On 05/23/2013 05:42 AM, Dave Chinner wrote:
> On Wed, May 22, 2013 at 09:37:25PM -0400, Waiman Long wrote:
>> Change log:
>>
>> v2->v3
>>   - Fix the RCU lock problem found by Al Viro.
>>   - Rebase the code to the latest v3.10-rc1 linux mainline.
>>   - Remove patch 4 which may be problematic if the dentry is deleted.
>>   - Rerun performance measurement using 3.10-rc1 kernel.
>>
>> v1->v2
>>   - Include performance improvement in the AIM7 benchmark results because
>>     of this patch.
>>   - Modify dget_parent() to avoid taking the lock, if possible, to further
>>     improve AIM7 benchmark results.
>>
>> During some perf-record sessions of the kernel running the high_systime
>> workload of the AIM7 benchmark, it was found that quite a large portion
>> of the spinlock contention was due to the perf_event_mmap_event()
>> function itself.

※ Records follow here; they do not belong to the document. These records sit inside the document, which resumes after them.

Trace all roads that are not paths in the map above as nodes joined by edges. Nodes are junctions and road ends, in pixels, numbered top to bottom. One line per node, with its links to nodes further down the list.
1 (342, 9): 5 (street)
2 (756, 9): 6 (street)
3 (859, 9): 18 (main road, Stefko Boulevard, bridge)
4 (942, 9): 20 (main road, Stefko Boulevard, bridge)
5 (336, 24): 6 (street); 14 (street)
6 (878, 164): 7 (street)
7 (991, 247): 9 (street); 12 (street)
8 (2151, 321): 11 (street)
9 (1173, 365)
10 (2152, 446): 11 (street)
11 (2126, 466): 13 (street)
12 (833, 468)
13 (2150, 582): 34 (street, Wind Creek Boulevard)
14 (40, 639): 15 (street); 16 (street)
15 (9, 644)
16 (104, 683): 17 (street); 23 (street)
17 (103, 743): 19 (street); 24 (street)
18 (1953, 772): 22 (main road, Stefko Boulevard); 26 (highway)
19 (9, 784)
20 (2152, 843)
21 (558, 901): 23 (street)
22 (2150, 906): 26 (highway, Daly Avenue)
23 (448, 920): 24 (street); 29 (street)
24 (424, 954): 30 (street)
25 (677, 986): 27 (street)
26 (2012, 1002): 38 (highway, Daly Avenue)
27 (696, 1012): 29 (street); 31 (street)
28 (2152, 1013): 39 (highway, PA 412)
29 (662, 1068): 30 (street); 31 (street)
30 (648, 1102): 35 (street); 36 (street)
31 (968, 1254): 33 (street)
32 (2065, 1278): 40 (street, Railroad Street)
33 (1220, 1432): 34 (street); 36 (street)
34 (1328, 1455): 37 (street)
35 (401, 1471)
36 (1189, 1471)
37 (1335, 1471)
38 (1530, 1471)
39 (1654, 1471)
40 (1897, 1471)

This perf kernel function calls d_path() which,
>> in turn, call path_get() and dput() indirectly. These 3 functions
>> were the hottest functions shown in the perf-report output of
>> the _raw_spin_lock() function in an 8-socket system with 80 cores
>> (hyperthreading off) with a 3.10-rc1 kernel:
> What was it I said about this patchset when you posted it to speed
> up an Oracle benchmark back in february? I'll repeat:
>
> "Nobody should be doing reverse dentry-to-name lookups in a quantity
> sufficient for it to become a performance limiting factor."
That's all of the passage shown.